The app is in production, and I have upgraded to a new version of MSAL
Issue description and reproduction steps
Issue Summary
- Authentication to Azure DevOps Services (Org: SageDE‑SMB) fails on Windows 11 Enterprise 24H2 devices when not connected to VPN.
- Error: BrowserFlowException: SP324098 – Your browser could not complete the operation.
- Browser authentication works, but WAM / non‑browser authentication fails.
- Affected devices are Hybrid Azure AD Joined with TPM‑protected device keys.
- Devices using software‑based keys authenticate normally.
- Issue began around January 24, 2026.
Preliminary Observations
- The SP324098 error indicates a failure in the browser‑based flow invoked by WAM or other non‑browser sign‑in methods.
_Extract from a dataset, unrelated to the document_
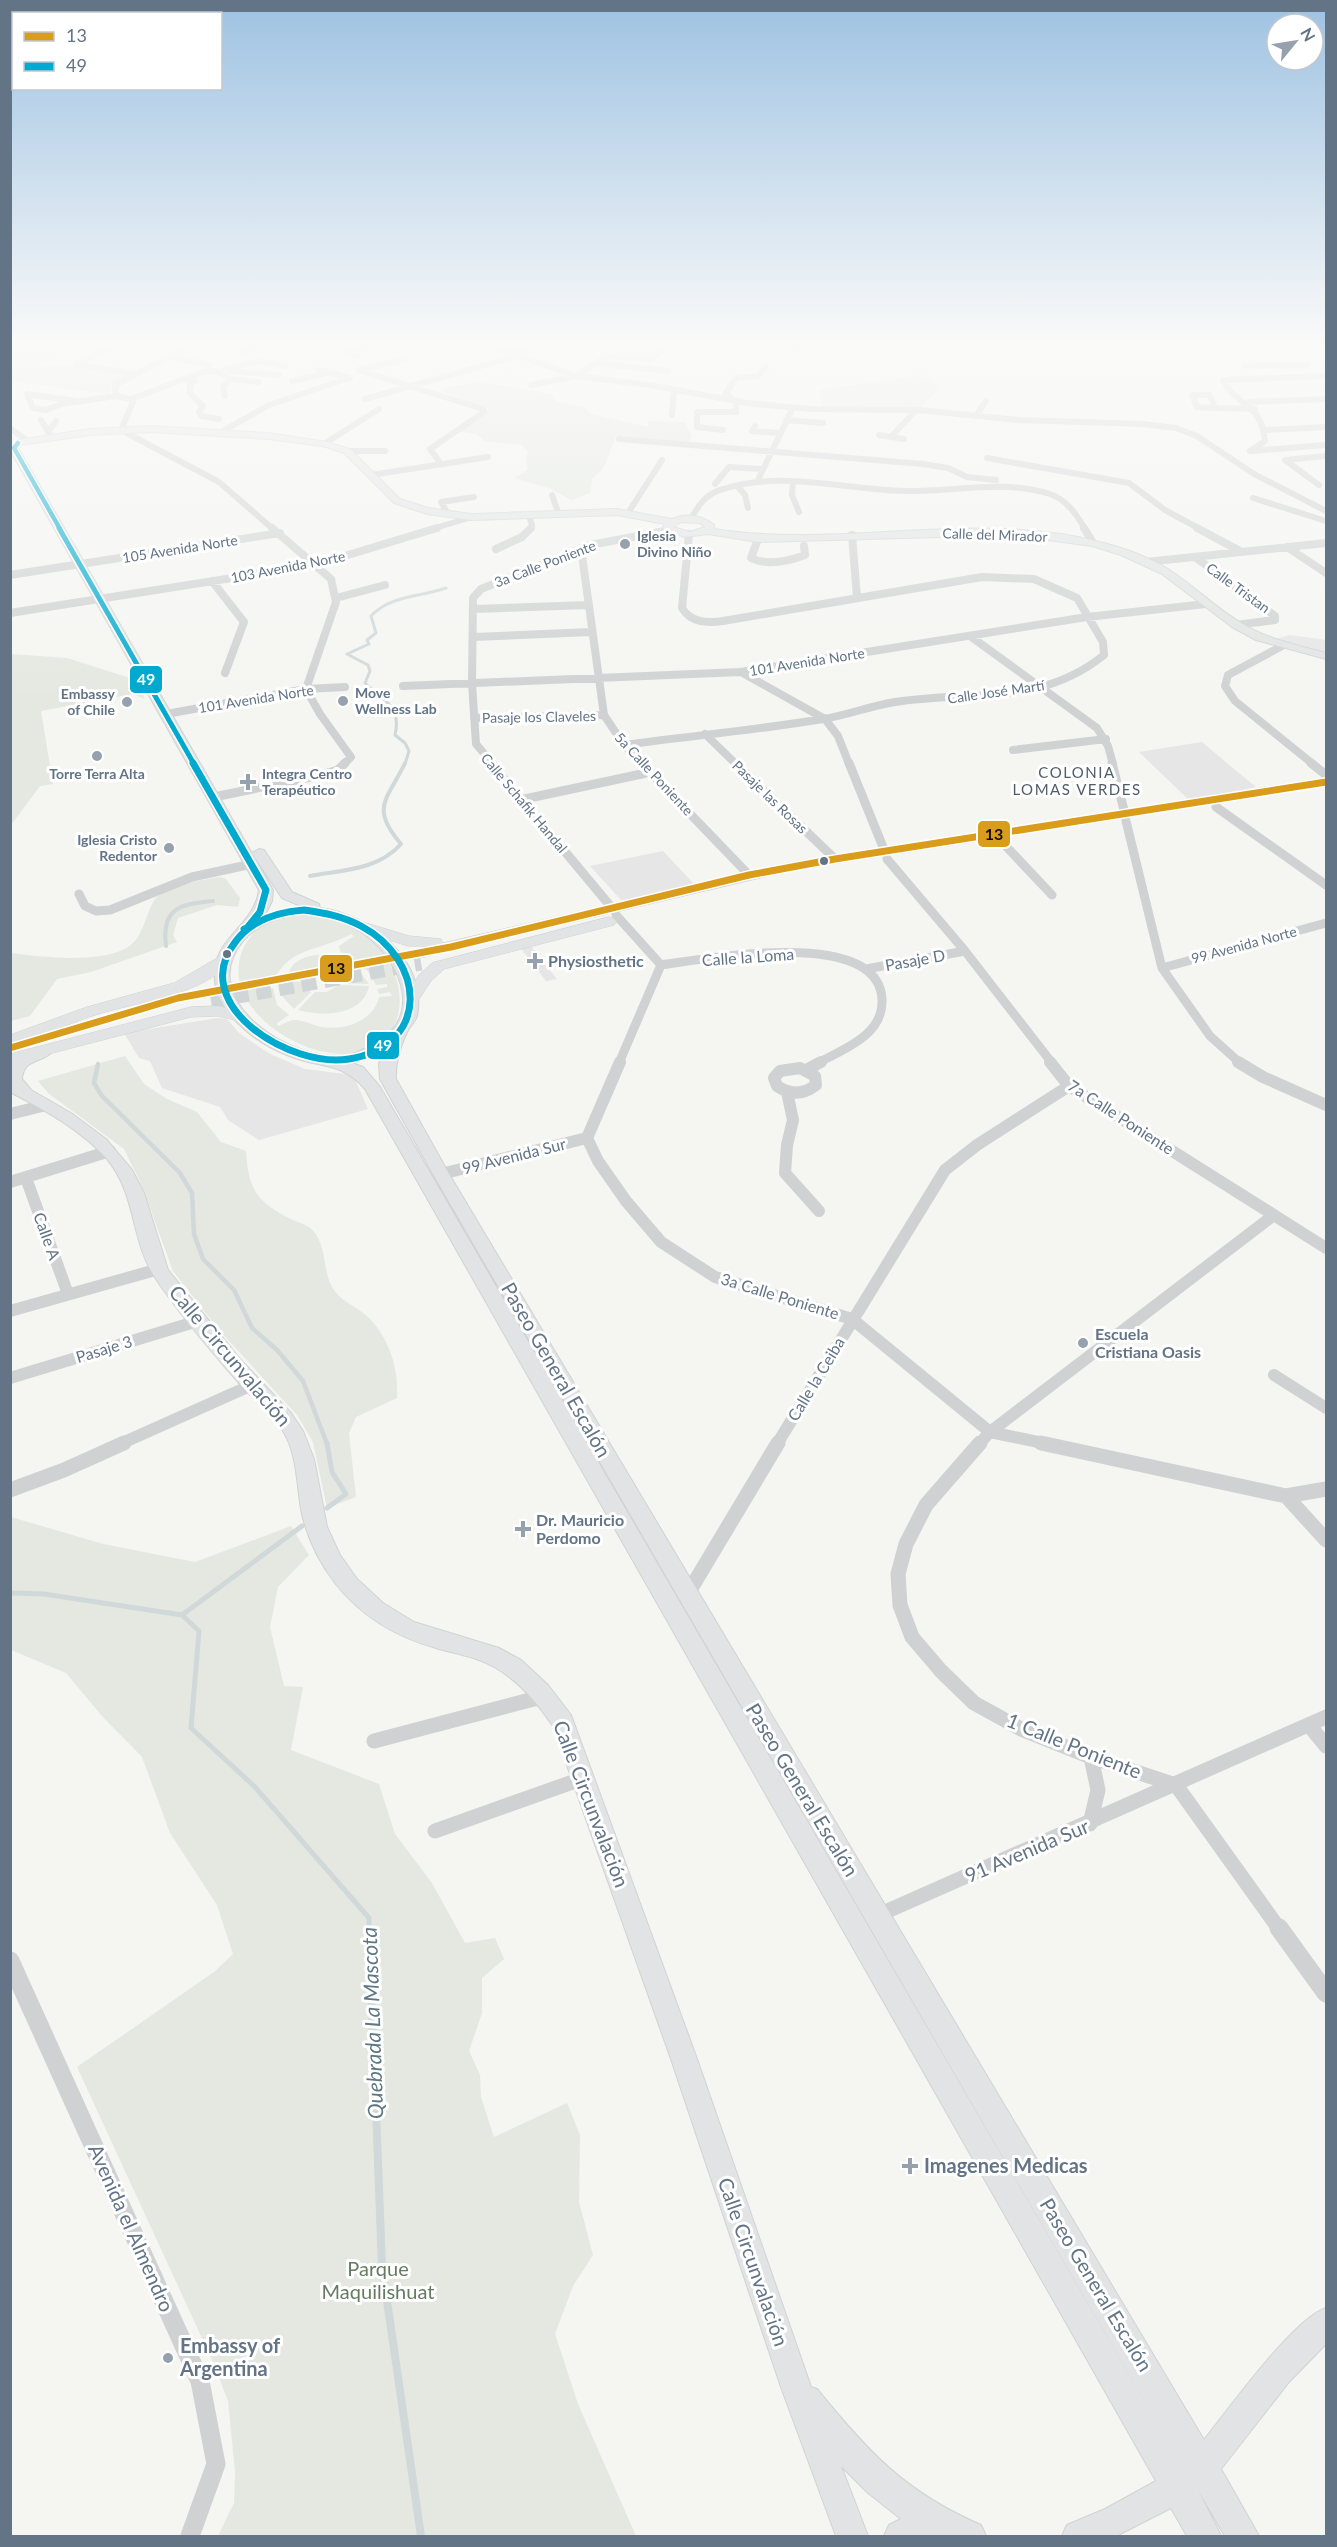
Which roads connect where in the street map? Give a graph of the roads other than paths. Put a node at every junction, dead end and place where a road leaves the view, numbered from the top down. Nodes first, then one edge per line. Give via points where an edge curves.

- The behavior reproduces on newly built Windows 11 VMs but not on upgraded ones, suggesting a possible interaction between TPM‑protected keys and the authentication flow. Windows 10 joined and upgraded machines work fine
Relevant code snippets
var tfsProjectCollection = Microsofto.TeamFoundation.Client.TfsTeamProjectCollectionFactory.GetTeamProjectCollection(serverUri);Expected behavior
Should sign in without any issues after completing the authentication dialog
Identity provider
Microsoft Entra ID (Work and School accounts and Personal Microsoft accounts)
Regression
No response
Solution and workarounds
No workaround found for the moment